How could he put his hopes, his regrets and, most importantly, his love into words, knowing that he might not be there when his son was old enough to read them?

“I tried to do it many times, but I was in tears,” says Neville, who becomes emotional as he recounts the experience.

“So I ended up writing him a song – ‘Forever Yours’ – basically apologizing for not being there to watch him grow and share my stories with him.

“Little boy, how sorry I am,” he sings on the soulful track from his new album, “Off Track.”

“That I couldn’t share my story with you. But you are my greatest glory.

“Most of the songs, while I was writing the lyrics, I was crying in my hospital room,” says the likeable musician, who sees the album as a musical diary of his illness and, with its catchy Beatlesque melodies, a path to healing.

“The album was therapy – not only to get me through the day in the hospital, but also to allow me to work through those emotions and face my biggest fears. The song will probably make you cry, but it there is also a lot of hope and resilience.

Music, ironically, was a career he thought he had given up in 2016 after his respected indie pop band The Balconies opened for illustrious artists like Sloan, Devo and Tokyo Police Club, played high-profile festivals but , in the end, couldn’t land that prestigious, career-making record deal.

“When I was doing it professionally, it was a difficult environment,” he recalled of the promising trio which included his sister Jacquie.

“I was touring constantly, doing 150 shows a year.”

It was too much. He wanted to spend time with his girlfriend.
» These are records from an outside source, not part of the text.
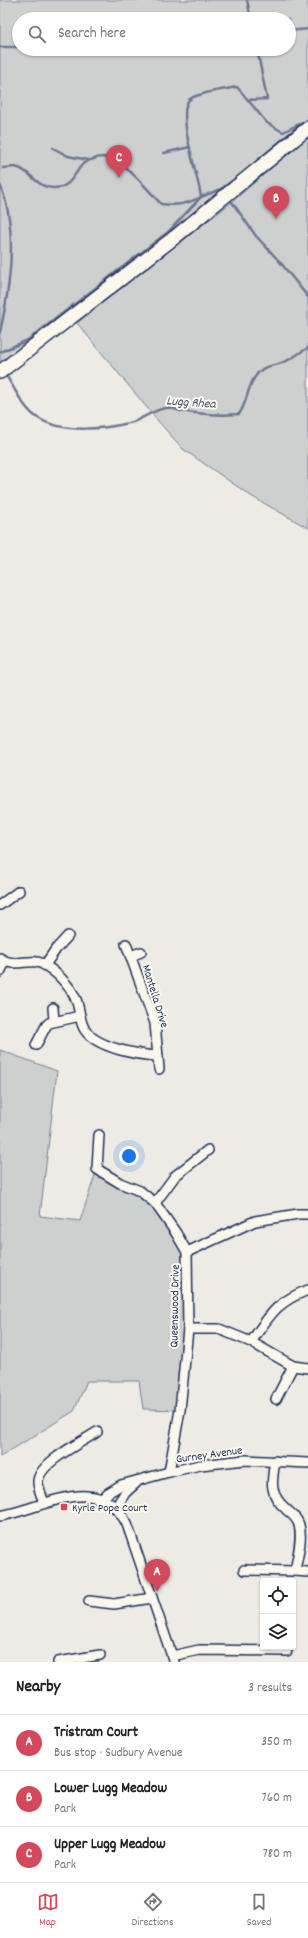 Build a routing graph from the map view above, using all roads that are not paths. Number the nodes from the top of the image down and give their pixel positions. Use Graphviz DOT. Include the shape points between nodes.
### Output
graph roads {
  1 [pos="308,128"];
  2 [pos="3,369"];
  3 [pos="19,892"];
  4 [pos="0,905"];
  5 [pos="68,936"];
  6 [pos="126,944"];
  7 [pos="141,952"];
  8 [pos="131,956"];
  9 [pos="3,960"];
  10 [pos="45,965"];
  11 [pos="0,972"];
  12 [pos="53,1008"];
  13 [pos="80,1016"];
  14 [pos="54,1020"];
  15 [pos="36,1045"];
  16 [pos="158,1056"];
  17 [pos="159,1069"];
  18 [pos="98,1135"];
  19 [pos="208,1150"];
  20 [pos="154,1203"];
  21 [pos="308,1214"];
  22 [pos="187,1252"];
  23 [pos="308,1290"];
  24 [pos="188,1329"];
  25 [pos="251,1342"];
  26 [pos="293,1366"];
  27 [pos="308,1368"];
  28 [pos="276,1399"];
  29 [pos="97,1432"];
  30 [pos="275,1461"];
  31 [pos="308,1463"];
  32 [pos="169,1472"];
  33 [pos="138,1481"];
  34 [pos="102,1499"];
  35 [pos="44,1503"];
  36 [pos="116,1507"];
  37 [pos="0,1516"];
  38 [pos="244,1570"];
  39 [pos="295,1571"];
  40 [pos="308,1572"];
  41 [pos="152,1598"];
  42 [pos="89,1601"];
  43 [pos="287,1651"];
  44 [pos="100,1655"];
  45 [pos="173,1659"];
  46 [pos="58,1662"];
  1 -- 2 [label="highway" via="182,232"];
  3 -- 4 [label="street"];
  5 -- 10 [label="street"];
  6 -- 8 [label="street, Mantella Drive"];
  7 -- 8 [label="street"];
  8 -- 16 [label="street, Mantella Drive" via="155,1023"];
  9 -- 10 [label="street" via="13,964 36,962"];
  9 -- 11 [label="street"];
  10 -- 13 [label="street" via="60,978 74,996"];
  12 -- 14 [label="street"];
  13 -- 14 [label="street"];
  13 -- 16 [label="street" via="85,1030 99,1041 130,1054"];
  14 -- 15 [label="street" via="46,1026"];
  16 -- 17 [label="street, Mantella Drive"];
  18 -- 20 [label="street, Queenswood Drive" via="97,1169 140,1191"];
  19 -- 20 [label="street" via="175,1176"];
  20 -- 22 [label="street, Queenswood Drive"];
  21 -- 22 [label="street" via="255,1221"];
  22 -- 24 [label="street, Queenswood Drive"];
  23 -- 25 [label="street" via="290,1296 273,1311"];
  24 -- 25 [label="street" via="219,1329"];
  24 -- 32 [label="street, Queenswood Drive" via="180,1410"];
  25 -- 26 [label="street"];
  26 -- 27 [label="street"];
  26 -- 28 [label="street"];
  29 -- 35 [label="street" via="51,1461 42,1470 38,1481"];
  30 -- 31 [label="street, Gurney Avenue"];
  30 -- 32 [label="street, Gurney Avenue" via="232,1460"];
  30 -- 39 [label="street" via="271,1485 274,1495 284,1508 294,1515 299,1524"];
  32 -- 33 [label="street, Gurney Avenue"];
  33 -- 34 [label="street, Gurney Avenue" via="121,1485"];
  33 -- 36 [label="street, Gurney Avenue" via="125,1493"];
  34 -- 35 [label="street" via="80,1496"];
  34 -- 36 [label="street"];
  35 -- 37 [label="street"];
  36 -- 41 [label="street" via="127,1524"];
  38 -- 39 [label="street"];
  39 -- 40 [label="street"];
  41 -- 42 [label="street" via="114,1604"];
  41 -- 45 [label="street"];
  43 -- 45 [label="street" via="199,1650"];
  44 -- 46 [label="street"];
} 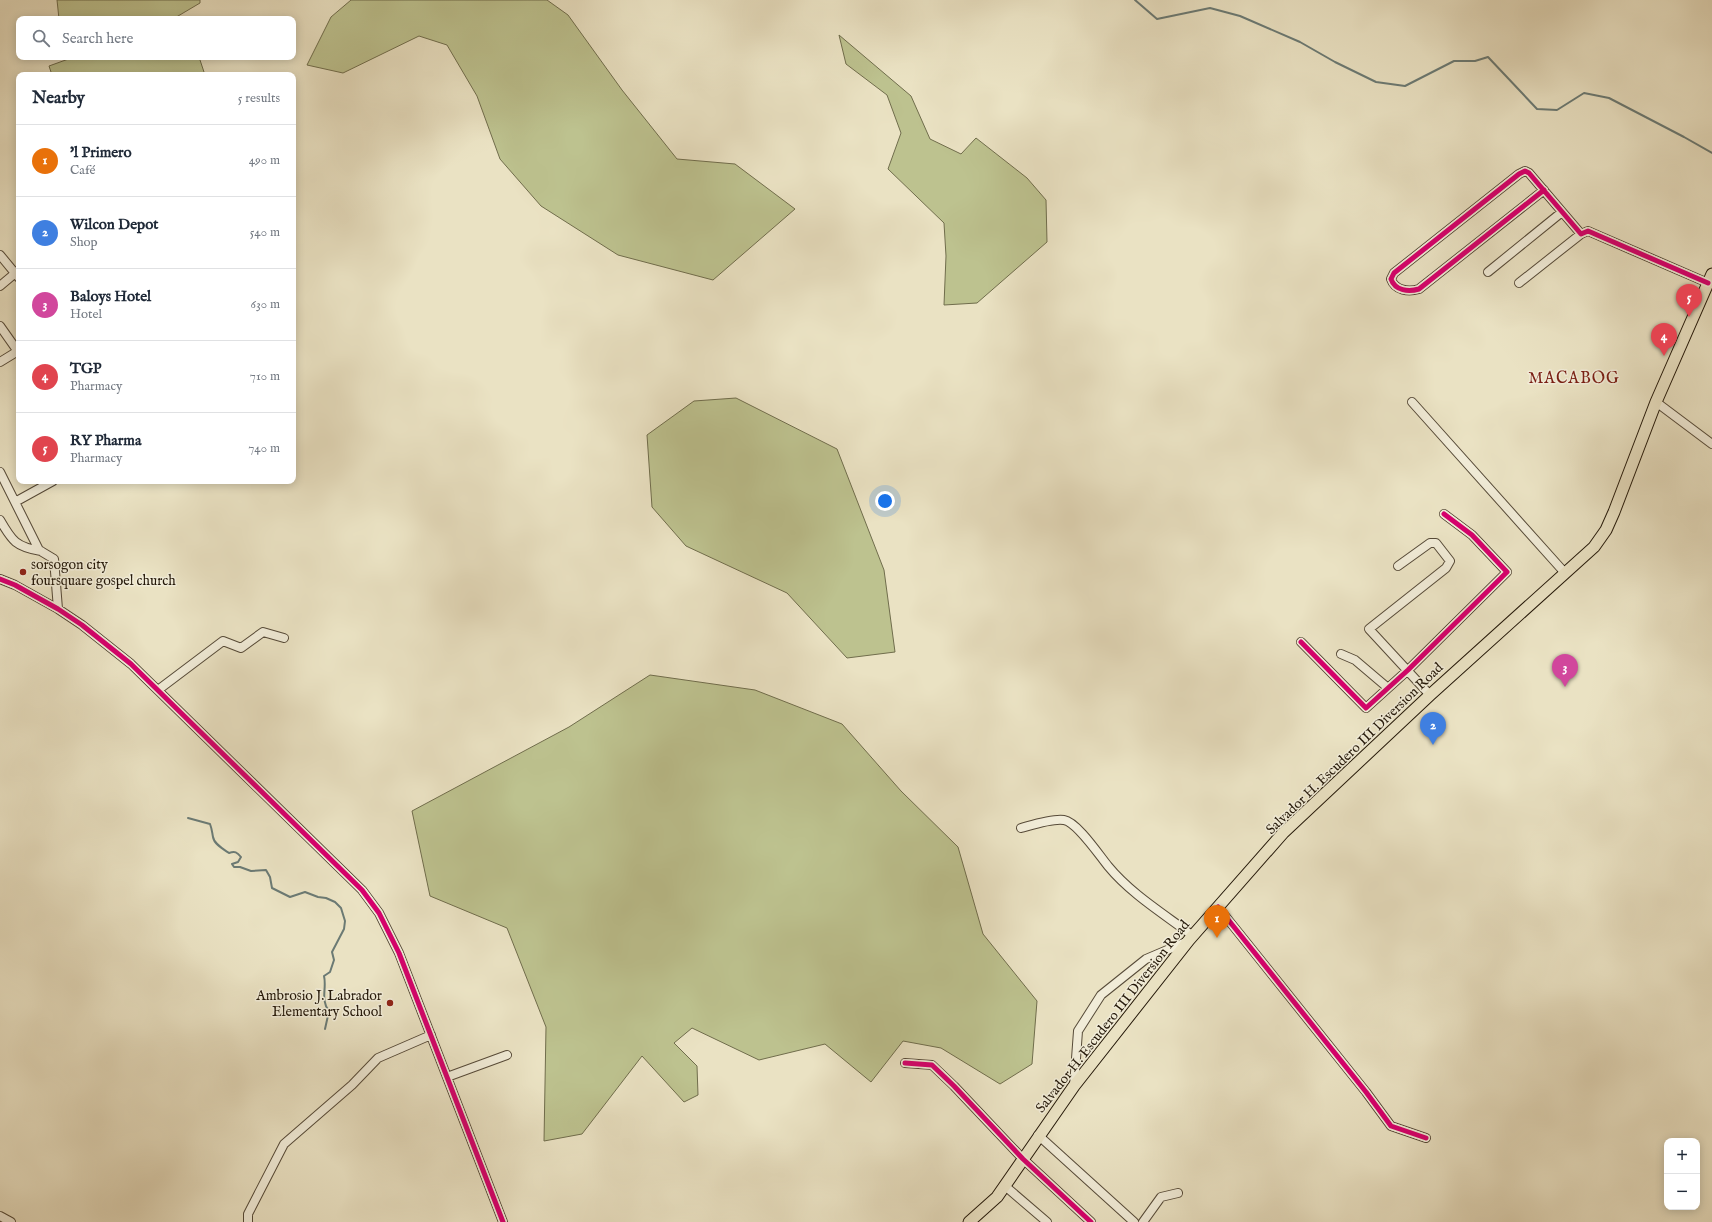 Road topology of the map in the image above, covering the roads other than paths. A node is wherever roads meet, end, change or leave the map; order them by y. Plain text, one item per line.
1 (1544, 190) junction
2 (1562, 212) junction
3 (1582, 234) junction
4 (0, 255) edge
5 (16, 271) edge
6 (1488, 272) dead end
7 (16, 274) edge
8 (1710, 278) edge
9 (1519, 283) dead end
10 (0, 286) edge
11 (0, 326) edge
12 (16, 349) edge
13 (16, 353) edge
14 (0, 362) edge
15 (1412, 402) dead end
16 (1656, 402) junction
17 (1712, 444) edge
18 (0, 472) edge
19 (3, 484) edge
20 (48, 484) edge
21 (15, 502) junction
22 (1444, 514) dead end
23 (0, 520) edge
24 (41, 551) junction
25 (1398, 566) dead end
26 (1565, 573) junction
27 (0, 578) edge
28 (58, 609) junction
29 (284, 638) dead end
30 (1301, 642) dead end
31 (1341, 654) dead end
32 (1408, 670) junction
33 (1388, 688) junction
34 (158, 690) junction
35 (1430, 694) junction
36 (1021, 828) dead end
37 (1218, 907) junction
38 (1191, 938) junction
39 (431, 1035) junction
40 (507, 1055) dead end
41 (905, 1063) dead end
42 (447, 1077) junction
43 (1074, 1086) junction
44 (1038, 1135) junction
45 (1426, 1138) dead end
46 (1023, 1159) junction
47 (1005, 1186) junction
48 (1178, 1193) dead end
49 (0, 1216) edge
50 (11, 1222) edge
51 (248, 1222) edge
52 (503, 1222) edge
53 (969, 1222) edge
54 (1047, 1222) edge
55 (1091, 1222) edge
56 (1134, 1222) edge
57 (1143, 1222) edge

1 - 1 street
1 - 2 street
2 - 3 street
2 - 6 street
3 - 8 street
3 - 9 street
4 - 5 street
7 - 10 street
8 - 16 highway, Salvador H. Escudero III Diversion Road
11 - 12 street
13 - 14 street
15 - 26 street
16 - 17 street
16 - 26 highway, Salvador H. Escudero III Diversion Road
18 - 19 street
19 - 21 street
20 - 21 street
21 - 24 street
22 - 32 street
23 - 24 street
24 - 28 street
25 - 32 street
26 - 35 highway, Salvador H. Escudero III Diversion Road
27 - 28 street
28 - 34 street
29 - 34 street
30 - 33 street
31 - 33 street
32 - 33 street
32 - 35 street
34 - 39 street
35 - 37 highway, Salvador H. Escudero III Diversion Road
36 - 38 street
37 - 38 highway, Salvador H. Escudero III Diversion Road
37 - 45 street
38 - 43 highway, Salvador H. Escudero III Diversion Road
38 - 43 street
39 - 42 street
39 - 51 street
40 - 42 street
41 - 46 street
42 - 52 street
43 - 44 highway, Salvador H. Escudero III Diversion Road
44 - 46 highway, Salvador H. Escudero III Diversion Road
44 - 56 street
46 - 47 highway, Salvador H. Escudero III Diversion Road
46 - 55 street
47 - 53 highway, Salvador H. Escudero III Diversion Road
47 - 54 street
48 - 57 street
49 - 50 street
He wanted to start a family, continue his studies, do a doctorate in media studies, teach one day.

And yet here he is, post-cancer, releasing his first album in six years, produced with the support of the Métis Nation of Ontario.

“It’s not something I expect to make a living out of,” he insists, the antithesis of a strategic self-promoter. “It’s a passion project.”

Its purpose is practical: to help people with cancer and those who support them cope with emotional devastation and counter the myth of the fearless “cancer warrior”, a strong, resilient and positive figurehead who lives for inspire others.

As the son of a social worker who experienced the trauma of a life-threatening diagnosis firsthand, he knows there is more to surviving cancer than just a challenge.

“There’s not a lot of talk about what’s really hard – the really human raw emotions,” he points out, noting that he’s only halfway through his two-year journey to healing and that he will never regain full lung capacity.

“You have to cry and work through them, otherwise you’re going to be very angry. You will just explode and it will affect your health.

Neville’s album – a self-proclaimed “creative renaissance” dedicated to all those who have been touched by cancer – is available at $2 from each album sale will be donated to the Canadian Cancer Society.